As the whole world knows by now, David Corn of Mother Jones procured secret video footage of a private Romney fundraiser that captures the candidate in an unusually perturbing and candid light. “There are 47 percent of the people who will vote for the president [Obama] no matter what,” Romney declared. He went on to declare that these entitled folks feel themselves to be victims, and the coup de grâce, that “my job is not to worry about those people. I’ll never convince them that they should take personal responsibility and care for their lives.” He simply writes off skeptical voters, and with that, forfeits any pretense of uniting a country that so desperately needs it after President Obama’s failure to do so.
I want to suggest a better line of rhetoric for the GOP than the brash mention of those who do not pay income taxes and the extolling of individual responsibility by “pulling yourself up from your bootstraps.” The GOP would do well to take a small lesson in political theory, particularly in social contract theories. In past eras, it was far easier to implore conservatives to heed the advice of their best political and historical minds. Alas, today this is not so. Yet, I believe that reopening the pages of the great conservative Edmund Burke’s Reflections on the Revolution in France (1790) could help salvage much of the GOP’s rhetoric from a disastrous inability to connect with American voters.
Burke’s concept of the social contract is an intergenerational one. It is staunchly against the explicitly “statist” contracts of Rousseau or Locke and Hobbes before him. In these statist models, the people come together laterally and agree to the formation of a state and sovereign with limited, and often times enumerated powers. Burke’s contract ignores largely the state, focusing instead on “partnership” between generations. He says:
“One of the first and most leading principles on which the commonwealth and the laws are consecrated is, lest the temporary possessors and life-renters in it, unmindful of what they have received from their ancestors or of what is due to their posterity, should act as if they were the entire masters, that they should not think it among their rights to cut off the entail or commit waste on the inheritance by destroying at their pleasure the whole original fabric of their society, hazarding to leave to those who come after them a ruin instead of an habitation—and teaching these successors as little to respect their contrivances as they had themselves respected the institutions of their forefathers.”
Quite simply, society is a contract. “The state is a partnership not only between those who are living, but between those who are living, those who are dead, and those who are to be born.” Precisely where the GOP could earn points, especially with young and middle-aged voters often skeptical of their policies, is in explicating the profound transfers of fiscal burden that entitlement programs represent, and the shocking and unprecedented betrayal of Burke’s “societal partnership” between generations of the present and the future. (Professor Niall Ferguson suggested just this in his recent BBC Reith Lectures.) The most important remedy the GOP may offer is a solution to restoring the social contract between generations, a flaw of democracy that worried deeply that most observant and trenchant of commentators on American democracy, Alexis de Tocqueville. Aristocrats think and operate with a sense of their ancestors and their bloodlines, he said, while citizens of democracies live entirely and dangerously in the present.

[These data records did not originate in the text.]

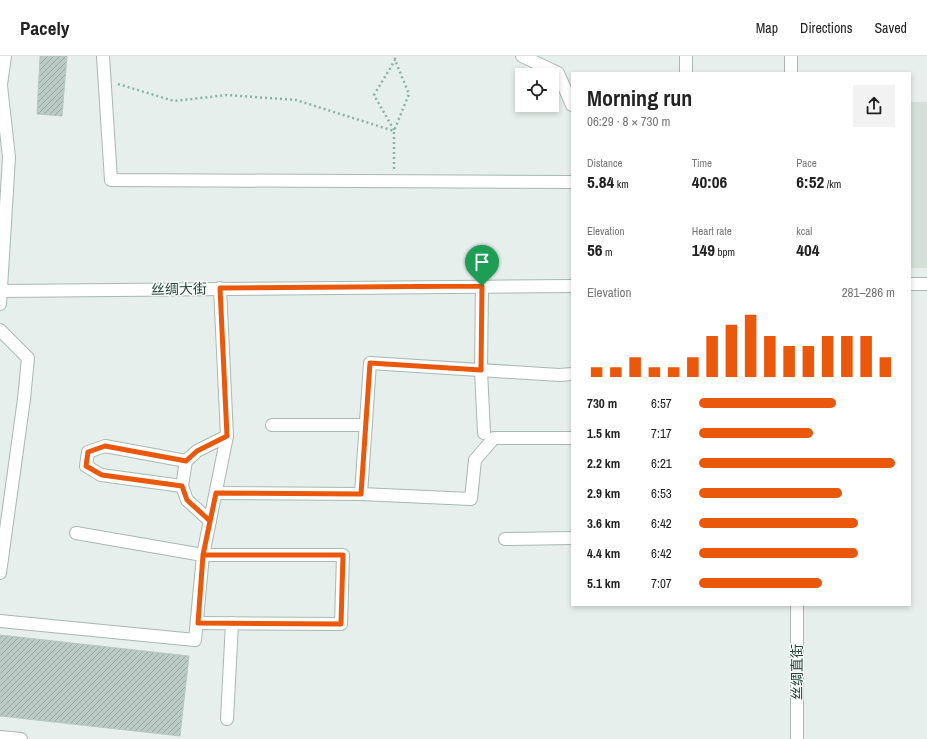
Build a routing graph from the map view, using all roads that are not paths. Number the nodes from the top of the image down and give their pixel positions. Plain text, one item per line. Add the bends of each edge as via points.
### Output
1 (5, 56) edge
2 (103, 56) edge
3 (522, 56) edge
4 (686, 56) edge
5 (791, 56) edge
6 (686, 72) edge
7 (791, 72) edge
8 (1, 91) edge
9 (571, 103) edge
10 (571, 182) edge
11 (911, 284) edge
12 (927, 284) edge
13 (482, 286) junction
14 (571, 286) edge
15 (220, 288) junction
16 (1, 291) junction
17 (0, 304) edge
18 (0, 330) edge
19 (481, 370) junction
20 (571, 374) edge
21 (272, 425) dead end
22 (366, 425) junction
23 (484, 433) dead end
24 (227, 436) junction
25 (571, 438) edge
26 (186, 461) junction
27 (182, 486) junction
28 (216, 493) junction
29 (361, 494) junction
30 (210, 521) junction
31 (76, 533) dead end
32 (571, 538) edge
33 (505, 539) dead end
34 (203, 555) junction
35 (0, 574) edge
36 (797, 606) edge
37 (0, 621) edge
38 (198, 623) junction
39 (232, 623) junction
40 (227, 719) dead end
41 (0, 736) edge
42 (22, 739) edge
43 (797, 739) edge

1 - 8 street
2 - 10 street via 111,180
3 - 9 street via 558,73
4 - 6 street
5 - 7 street
8 - 16 street via 10,157
11 - 12 street
13 - 14 street, 丝绸大街
13 - 15 street, 丝绸大街
13 - 19 street
15 - 16 street, 丝绸大街
15 - 24 street
16 - 17 street
18 - 35 street via 28,358
19 - 20 street
19 - 22 street via 370,363
19 - 23 street
21 - 22 street
22 - 29 street
24 - 26 street via 197,451
24 - 28 street
25 - 29 street via 494,438 475,460 471,499
26 - 27 street
26 - 27 street via 105,446 88,452 86,466 102,475
27 - 30 street via 187,500
28 - 29 street
28 - 30 street
30 - 34 street
31 - 34 street
32 - 33 street
34 - 38 street
34 - 39 street via 343,555 341,624
36 - 43 street, 丝绸直街
37 - 38 street via 195,640
38 - 39 street
39 - 40 street
41 - 42 street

The United States’ national debt is symptomatic of something that is terribly awry with our current representative government, i.e., decision-making ceased long ago to have any temporal frame of reference whatsoever. No notion of future generations exists, precisely because they are not represented; lacking Burke’s vision of the social contract, it is too easy to defer difficult decisions in the present and pass the bill to a future generation not yet represented. Ferguson hits the nail on the head in one of his lectures: “a pretty blithe disregard for the legacy of the past characterizes, it seems to me, a great many legislators. But perhaps more seriously, a real neglect of the interests of future generations…and that’s really the problem.” Representative government must operate with a greater sense of continuity between generations.
Best yet, such a line of rhetoric could appeal to a broad base of the American public, not just in terms of age but also across political parties. The GOP could earn electoral credentials with conservatives by presenting credible (and specific) plans to preserve and save entitlement programs for future generations; the GOP would need to defend these proposals from demagoguery for electoral gain by arguing that such an approach is a reckless path to bankruptcy. But the Burkean social contract rhetoric could also appeal to many Democrats and Independents who worry about the increasing fissures between the wealthy and not so wealthy. It is no wonder, many of them would say (not unreasonably), that there is no social contract between generations of Americans when wealth inequality has risen to an unprecedented level. The daily routines of some Americans make it almost impossible for them to sympathize with the long-term interests of other Americans once their kith, as Charles Murray shows in Coming Apart. In all, the GOP would do well to revisit the political thought of their great thinkers like Edmund Burke, and there was once a time when such obvious statements could go unstated.